With the price of gold having skyrocketed since mid-April (and tripled over the last 5 years), there has been a lot of talk about the yellow metal being the next big investment bubble. However, before we get to the heart of the matter and to the question of whether or not gold is bubbling over into something bordering on irrational exuberance, we would like to point out that the real bubble in the investing world right now can be seen in the number of investors spending their days looking for a bubble.
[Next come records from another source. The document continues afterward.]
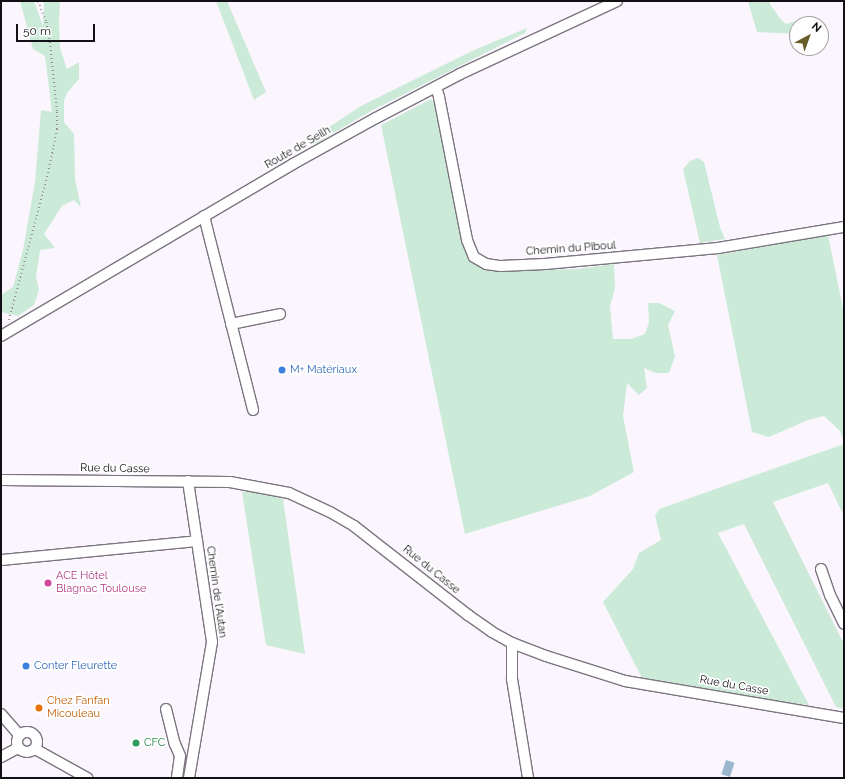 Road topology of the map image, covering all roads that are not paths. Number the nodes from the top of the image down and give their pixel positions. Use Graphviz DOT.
graph roads {
  1 [pos="617,1"];
  2 [pos="436,87"];
  3 [pos="204,216"];
  4 [pos="844,227"];
  5 [pos="280,314"];
  6 [pos="231,324"];
  7 [pos="4,334"];
  8 [pos="253,410"];
  9 [pos="1,480"];
  10 [pos="188,481"];
  11 [pos="197,541"];
  12 [pos="1,560"];
  13 [pos="821,569"];
  14 [pos="844,624"];
  15 [pos="512,643"];
  16 [pos="166,709"];
  17 [pos="1,714"];
  18 [pos="844,718"];
  19 [pos="19,735"];
  20 [pos="18,748"];
  21 [pos="35,749"];
  22 [pos="1,756"];
  23 [pos="87,778"];
  24 [pos="177,778"];
  25 [pos="189,778"];
  26 [pos="528,778"];
  1 -- 2 [label="street, Route de Seilh"];
  2 -- 3 [label="street, Route de Seilh"];
  2 -- 4 [label="street, Chemin du Piboul"];
  3 -- 6 [label="street"];
  3 -- 7 [label="street, Route de Seilh"];
  5 -- 6 [label="street"];
  6 -- 8 [label="street"];
  9 -- 10 [label="street, Rue du Casse"];
  10 -- 11 [label="street, Chemin de l'Autan"];
  10 -- 15 [label="street, Rue du Casse"];
  11 -- 12 [label="street"];
  11 -- 25 [label="street, Chemin de l'Autan"];
  13 -- 14 [label="street"];
  15 -- 18 [label="street, Rue du Casse"];
  15 -- 26 [label="street"];
  16 -- 24 [label="street"];
  17 -- 19 [label="street"];
  19 -- 20 [label="street"];
  19 -- 21 [label="street"];
  20 -- 21 [label="street"];
  20 -- 22 [label="street"];
  21 -- 23 [label="street"];
}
Therefore, the very first exhibit we’d like to present in our case that gold is not in a bubble, is the fact that bubbles occur when no one is looking for them! For example, at the turn of the century, investors were busy making up ways to argue that tech stocks could continue to romp higher for years to come. No one was talking about technology stocks being in bubble. No, they were too busy looking for the next IPO that would double or triple on the open.
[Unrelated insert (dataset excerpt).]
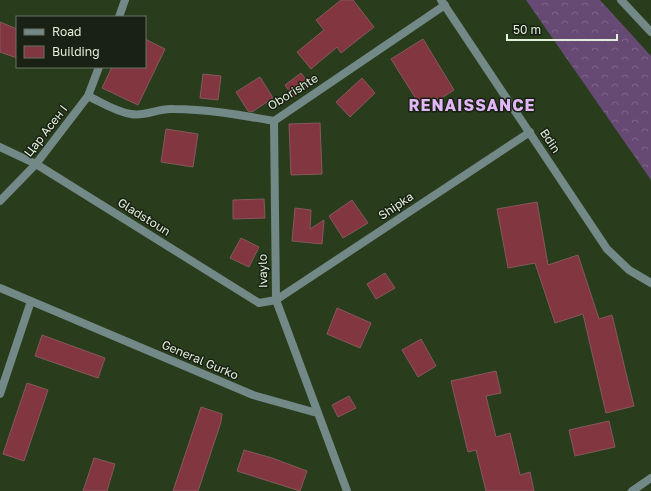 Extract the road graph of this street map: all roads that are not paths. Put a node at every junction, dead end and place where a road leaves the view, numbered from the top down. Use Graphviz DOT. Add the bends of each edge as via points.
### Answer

Next up is the housing market. Did you or anyone you know run around yelling that the sky was about to fall on home prices? Or were you more interested in refinancing (again) so that you could take cash out to build a pool, or buy a boat, or remodel the kitchen, or to buy another house?
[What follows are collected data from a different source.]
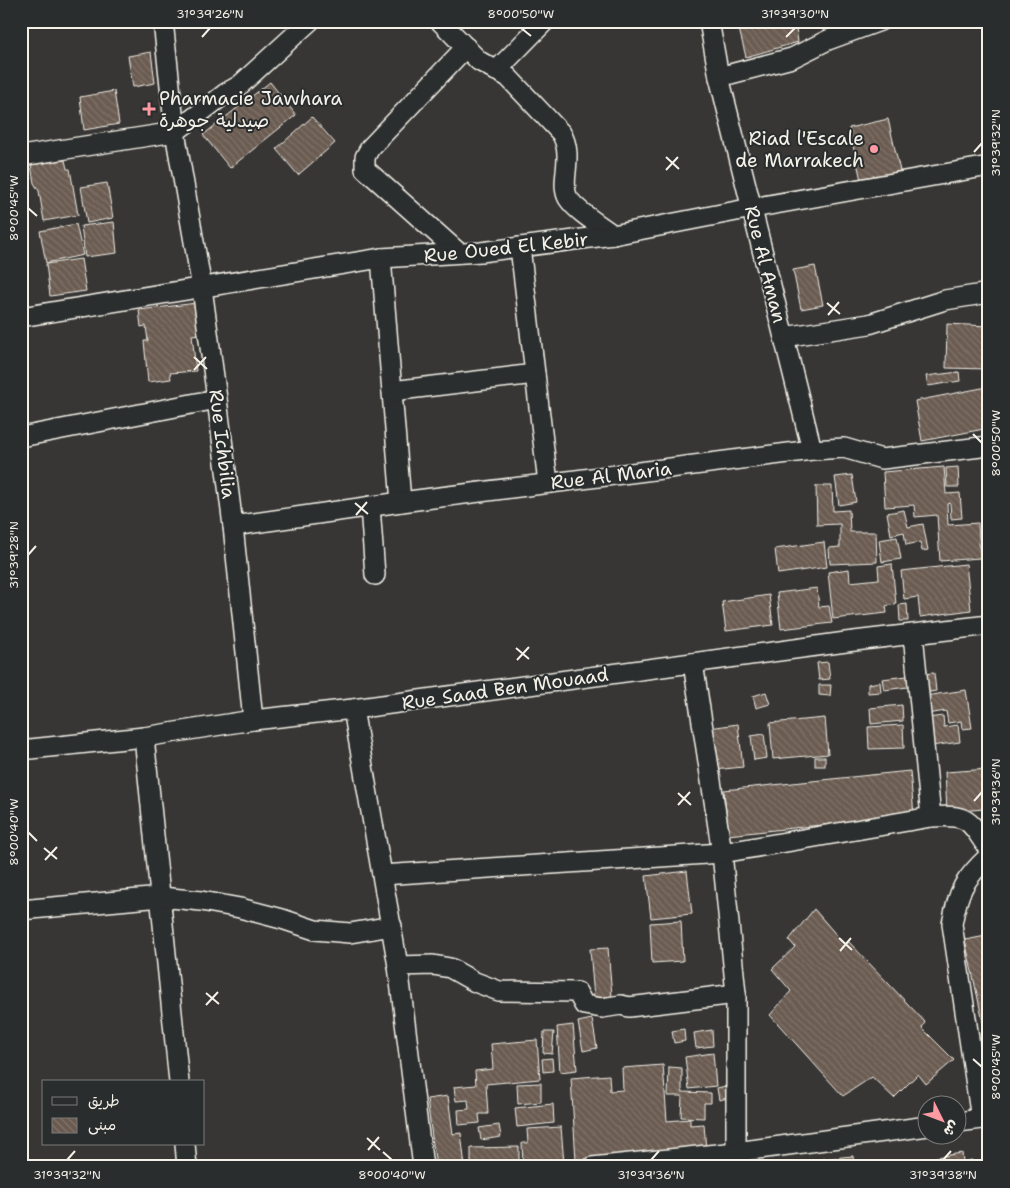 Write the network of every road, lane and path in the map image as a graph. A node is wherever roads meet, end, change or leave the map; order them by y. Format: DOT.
graph roads {
  1 [pos="163,21"];
  2 [pos="310,21"];
  3 [pos="440,21"];
  4 [pos="545,21"];
  5 [pos="709,21"];
  6 [pos="880,21"];
  7 [pos="466,47"];
  8 [pos="496,70"];
  9 [pos="720,77"];
  10 [pos="175,132"];
  11 [pos="21,156"];
  12 [pos="989,166"];
  13 [pos="752,208"];
  14 [pos="613,235"];
  15 [pos="520,246"];
  16 [pos="459,253"];
  17 [pos="381,258"];
  18 [pos="202,288"];
  19 [pos="989,294"];
  20 [pos="21,317"];
  21 [pos="784,337"];
  22 [pos="535,374"];
  23 [pos="392,391"];
  24 [pos="217,399"];
  25 [pos="21,436"];
  26 [pos="989,446"];
  27 [pos="812,450"];
  28 [pos="548,483"];
  29 [pos="401,502"];
  30 [pos="370,506"];
  31 [pos="233,526"];
  32 [pos="375,575"];
  33 [pos="989,625"];
  34 [pos="913,634"];
  35 [pos="693,663"];
  36 [pos="353,709"];
  37 [pos="253,720"];
  38 [pos="144,737"];
  39 [pos="21,750"];
  40 [pos="931,817"];
  41 [pos="989,850"];
  42 [pos="722,853"];
  43 [pos="989,856"];
  44 [pos="382,875"];
  45 [pos="161,897"];
  46 [pos="21,910"];
  47 [pos="392,926"];
  48 [pos="398,966"];
  49 [pos="736,994"];
  50 [pos="179,1080"];
  51 [pos="985,1119"];
  52 [pos="968,1121"];
  53 [pos="918,1128"];
  54 [pos="185,1146"];
  55 [pos="736,1159"];
  56 [pos="187,1167"];
  57 [pos="423,1167"];
  58 [pos="592,1167"];
  1 -- 10 [label="street, Rue Ichbilia"];
  2 -- 10 [label="street"];
  3 -- 7 [label="street"];
  4 -- 8 [label="street"];
  5 -- 9 [label="street, Rue Al Aman"];
  6 -- 9 [label="street"];
  7 -- 8 [label="street"];
  7 -- 16 [label="street"];
  8 -- 14 [label="street"];
  9 -- 13 [label="street, Rue Al Aman"];
  10 -- 11 [label="street"];
  10 -- 18 [label="street, Rue Ichbilia"];
  12 -- 13 [label="street, Rue Oued El Kebir"];
  13 -- 14 [label="street, Rue Oued El Kebir"];
  13 -- 21 [label="street, Rue Al Aman"];
  14 -- 15 [label="street, Rue Oued El Kebir"];
  15 -- 16 [label="street, Rue Oued El Kebir"];
  15 -- 22 [label="street"];
  16 -- 17 [label="street, Rue Oued El Kebir"];
  17 -- 18 [label="street, Rue Oued El Kebir"];
  17 -- 23 [label="street"];
  18 -- 20 [label="street, Rue Oued El Kebir"];
  18 -- 24 [label="street, Rue Ichbilia"];
  19 -- 21 [label="street"];
  21 -- 27 [label="street, Rue Al Aman"];
  22 -- 23 [label="street"];
  22 -- 28 [label="street"];
  23 -- 29 [label="street"];
  24 -- 25 [label="street"];
  24 -- 31 [label="street, Rue Ichbilia"];
  26 -- 27 [label="street, Rue Al Maria"];
  27 -- 28 [label="street, Rue Al Maria"];
  28 -- 29 [label="street, Rue Al Maria"];
  29 -- 30 [label="street, Rue Al Maria"];
  30 -- 31 [label="street, Rue Al Maria"];
  30 -- 32 [label="street"];
  31 -- 37 [label="street, Rue Ichbilia"];
  33 -- 34 [label="street, Rue Saad Ben Mouaad"];
  34 -- 35 [label="street, Rue Saad Ben Mouaad"];
  34 -- 40 [label="street"];
  35 -- 36 [label="street, Rue Saad Ben Mouaad"];
  35 -- 42 [label="street"];
  36 -- 37 [label="street, Rue Saad Ben Mouaad"];
  36 -- 44 [label="street"];
  37 -- 38 [label="street, Rue Saad Ben Mouaad"];
  38 -- 39 [label="street, Rue Saad Ben Mouaad"];
  38 -- 45 [label="street"];
  40 -- 41 [label="street"];
  40 -- 42 [label="street"];
  42 -- 44 [label="street"];
  42 -- 49 [label="street"];
  43 -- 51 [label="street"];
  44 -- 47 [label="street"];
  45 -- 46 [label="street"];
  45 -- 47 [label="street"];
  45 -- 50 [label="street"];
  47 -- 48 [label="street"];
  48 -- 49 [label="street"];
  48 -- 57 [label="street"];
  49 -- 55 [label="street"];
  51 -- 52 [label="street"];
  53 -- 55 [label="street"];
  54 -- 56 [label="street"];
  55 -- 58 [label="street"];
}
So, before we get too far into our analysis, let’s understand that most investors are very good at fighting the last war – or in this case, preparing their portfolios for what has already happened.
Getting back to the matter at hand… If one looks at the chart of gold on a daily basis this year, it is hard to get too worried about the rally as the chart doesn’t look too terribly different from that of the S&P 500. And speaking of the S&P, we should point out that while the S&P has rallied 64% off its March 9th low, the price of gold has moved up a lot less (something on the order of 35%). Thus, if we are looking at the short run, it would be easier to argue that stocks have run too far, too fast; not gold.
Gold Daily 2009
However, if one steps back a little – in this case, let’s say 10 years – the picture changes quite a bit. While stock market investors have been dealing with a “lost decade” during which time the S&P lost about 25%, the price of gold has increased four-fold. So, okay, now we might be approaching a bubble standard.
Gold Daily 10 Years
But then again, if you back up even farther – this time to say, 1926 – the picture is different still. According to Ned Davis Research, the average annual gain of gold bullion since 1926 has been 4.9%. This is a little better than T-Bills, which have averaged 3.8% and inflation (3.0%), but is below the annual return of Treasury Bonds at 5.5%, and a far cry from the S&P 500, which has averaged gains of 9.7% per year.
To put those long-term numbers into perspective, if one had started with $100 on 12/31/1925, the investor in gold bullion would now have something on the order of $5700 to his name. This is obviously preferred to the $2300 the T-Bill investor would have, but is nowhere near the $236,000 the investor in stocks would have accumulated. And in short, this is why they call the compounding of returns the 8th wonder of the world.
But enough about history; let’s get to the question of whether or not gold is in a bubble. Michael Widmer, a metals strategist at Bank of America/Merrill Lynch in London says no. In an interview on CNBC Thursday, Mr. Widmer suggests that central bank buying is behind much of the current move and is something that will continue in the future.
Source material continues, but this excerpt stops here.